Onde posso encontrar um mapa, tabela ou, na pior das hipóteses, dados históricos brutos fidedignos que me permitam responder a esta questão?


----------



## "Charneca" Mundial (1 Jun 2020 às 17:12)

Gentleman disse:


> Sou um leigo na área.
> Tenho andado à procura de uma lista das zonas de Portugal com a mais baixa humidade relativa do ar mas, infelizmente, as minhas pesquisas na Internet não têm sido bem sucedidas.
> 
> Onde posso encontrar um mapa, tabela ou, na pior das hipóteses, dados históricos brutos fidedignos que me permitam responder a esta questão?


Provavelmente zonas de montanha desabrigadas, com menor inversão térmica... Torre, Foia, etc.


----------



## Dias Miguel (1 Jun 2020 às 21:31)

Gentleman disse:


> Sou um leigo na área.
> Tenho andado à procura de uma lista das zonas de Portugal com a mais baixa humidade relativa do ar mas, infelizmente, as minhas pesquisas na Internet não têm sido bem sucedidas.
> 
> Onde posso encontrar um mapa, tabela ou, na pior das hipóteses, dados históricos brutos fidedignos que me permitam responder a esta questão?



Pessoalmente sou também um leigo no assunto, mas creio que as regiões mais secas e mais afastadas do mar serão as as melhores candidatas para serem as zonas com mais baixa humidade relativa do ar em Portugal.
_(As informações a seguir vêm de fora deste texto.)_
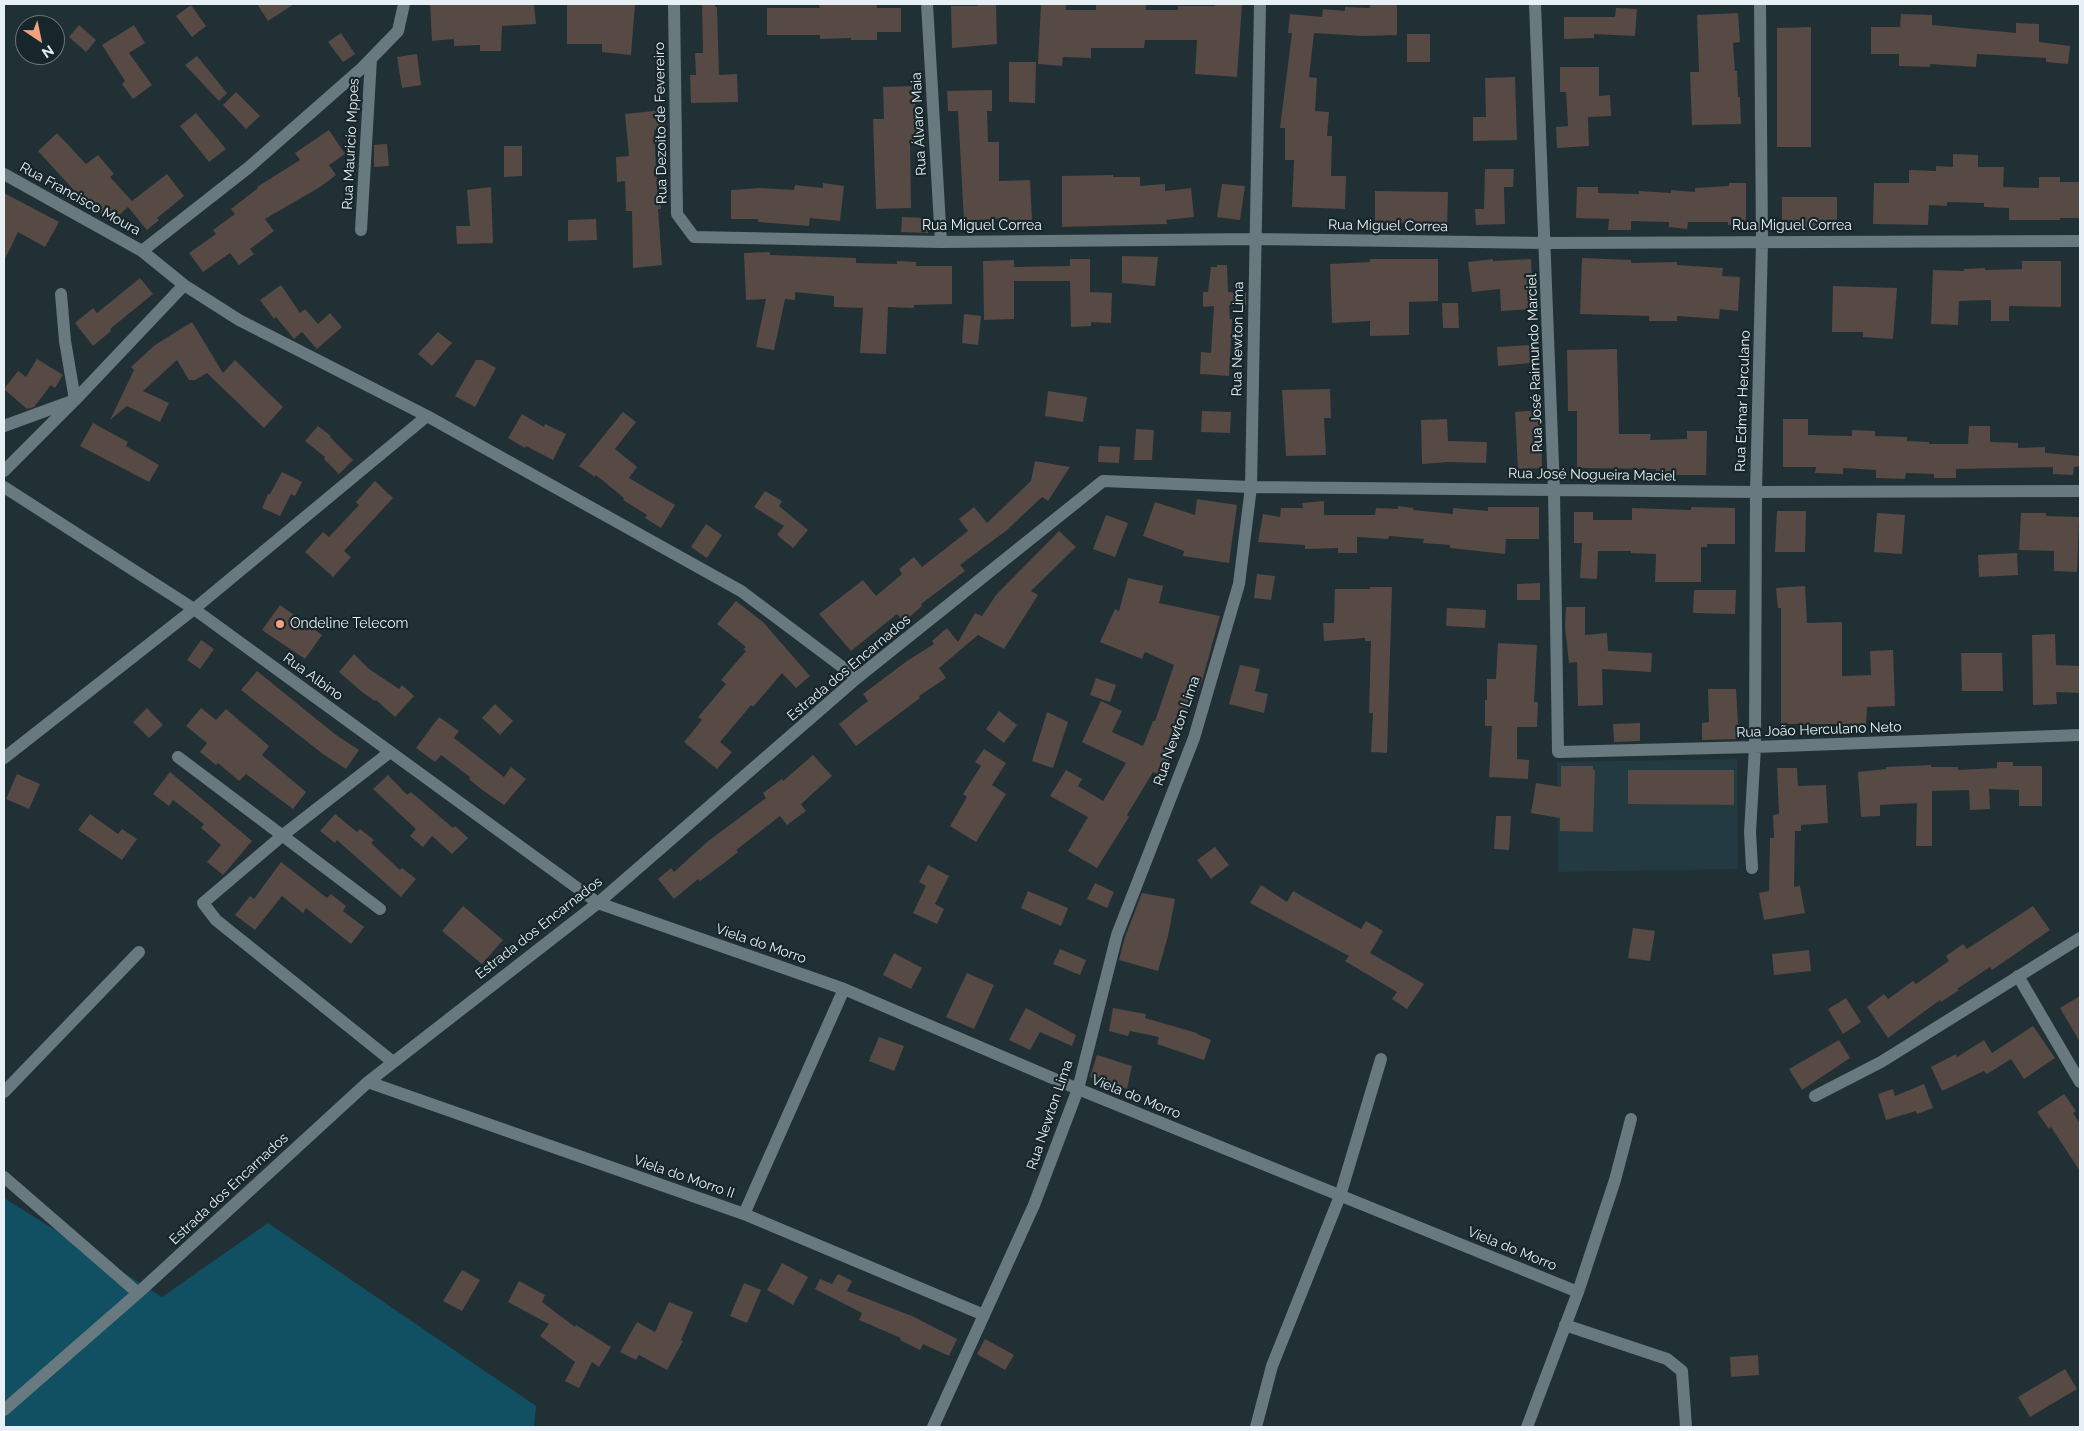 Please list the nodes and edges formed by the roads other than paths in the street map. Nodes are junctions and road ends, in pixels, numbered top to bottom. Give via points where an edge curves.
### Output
1 (404, 4) edge
2 (674, 4) edge
3 (927, 4) edge
4 (1260, 4) edge
5 (1536, 4) edge
6 (1760, 4) edge
7 (371, 59) junction
8 (4, 174) edge
9 (361, 230) dead end
10 (694, 237) joint
11 (1255, 239) junction
12 (1762, 241) junction
13 (2080, 241) edge
14 (941, 242) junction
15 (1546, 243) junction
16 (142, 251) junction
17 (184, 285) junction
18 (61, 294) dead end
19 (75, 400) junction
20 (427, 416) junction
21 (4, 426) edge
22 (4, 471) edge
23 (1103, 481) joint
24 (4, 487) edge
25 (1251, 487) junction
26 (1554, 490) junction
27 (2080, 491) edge
28 (1756, 492) junction
29 (194, 609) junction
30 (857, 678) junction
31 (2080, 735) edge
32 (1755, 747) junction
33 (390, 752) junction
34 (1558, 752) joint
35 (178, 757) dead end
36 (4, 758) edge
37 (283, 834) junction
38 (1752, 868) dead end
39 (598, 902) junction
40 (380, 909) dead end
41 (2080, 938) edge
42 (139, 952) dead end
43 (2018, 976) junction
44 (844, 989) junction
45 (1381, 1059) dead end
46 (393, 1062) junction
47 (368, 1082) junction
48 (2080, 1082) edge
49 (1078, 1089) junction
50 (4, 1092) edge
51 (1815, 1096) dead end
52 (1631, 1119) dead end
53 (4, 1177) edge
54 (1340, 1196) junction
55 (744, 1214) junction
56 (1578, 1292) junction
57 (138, 1293) junction
58 (984, 1315) junction
59 (1565, 1324) junction
60 (4, 1410) edge
61 (933, 1427) edge
62 (1256, 1427) edge
63 (1527, 1427) edge
64 (1686, 1427) edge

1 - 7 street via 398,31
2 - 10 street, Rua Dezoito de Fevereiro via 677,214
3 - 14 street, Rua Álvaro Maia
4 - 11 street, Rua Newton Lima
5 - 15 street, Rua José Raimundo Marciel
6 - 12 street, Rua Edmar Herculano
7 - 9 street, Rua Mauricio Mppes
7 - 16 street via 248,168
8 - 16 street, Rua Francisco Moura
10 - 14 street, Rua Miguel Correa
11 - 14 street, Rua Miguel Correa
11 - 15 street, Rua Miguel Correa
11 - 25 street, Rua Newton Lima
12 - 13 street, Rua Miguel Correa
12 - 15 street, Rua Miguel Correa
12 - 28 street, Rua Edmar Herculano
15 - 26 street, Rua José Raimundo Marciel
16 - 17 street, Rua Francisco Moura
17 - 19 street
17 - 20 street, Rua Francisco Moura via 239,320
18 - 19 street
19 - 21 street
19 - 22 street
20 - 29 street
20 - 30 street, Rua Francisco Moura via 741,591
23 - 25 street, Rua José Nogueira Maciel
23 - 30 street, Estrada dos Encarnados
24 - 29 street, Rua Albino
25 - 26 street, Rua José Nogueira Maciel
25 - 49 street, Rua Newton Lima via 1239,584 1194,738 1117,935
26 - 28 street, Rua José Nogueira Maciel
26 - 34 street, Rua José Raimundo Marciel
27 - 28 street, Rua José Nogueira Maciel
28 - 32 street, Rua Edmar Herculano
29 - 33 street, Rua Albino
29 - 36 street
30 - 39 street, Estrada dos Encarnados
31 - 32 street, Rua João Herculano Neto
32 - 34 street, Rua João Herculano Neto
32 - 38 street, Rua Edmar Herculano via 1750,832
33 - 37 street
33 - 39 street, Rua Albino
35 - 37 street
37 - 40 street
37 - 46 street via 203,903 216,920
39 - 44 street, Viela do Morro
39 - 46 street, Estrada dos Encarnados
41 - 43 street
42 - 50 street
43 - 48 street
43 - 51 street via 1881,1062
44 - 49 street, Viela do Morro
44 - 55 street
45 - 54 street
46 - 47 street, Estrada dos Encarnados
47 - 55 street, Viela do Morro II
47 - 57 street, Estrada dos Encarnados
49 - 54 street, Viela do Morro
49 - 58 street, Rua Newton Lima via 1034,1205
52 - 56 street via 1615,1180
53 - 57 street
54 - 56 street, Viela do Morro
54 - 62 street via 1272,1366
55 - 58 street, Viela do Morro II
56 - 59 street
57 - 60 street, Estrada dos Encarnados
58 - 61 street, Rua Newton Lima
59 - 63 street
59 - 64 street via 1667,1359 1682,1371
Pode ser que algum dos membros do staff tenha conhecimento de algum estudo ou local onde essa informação esteja compilada.
Quando ao que conheço, Portalegre tem pode ser uma candidata. Talvez o @SpiderVV tenha os valores históricos da estação dele, pois creio que o ano passado ou o anterior, atingiu menos de 20 %...


----------



## Gentleman (1 Jun 2020 às 21:51)

"Charneca" Mundial disse:


> Provavelmente zonas de montanha desabrigadas, com menor inversão térmica... Torre, Foia, etc.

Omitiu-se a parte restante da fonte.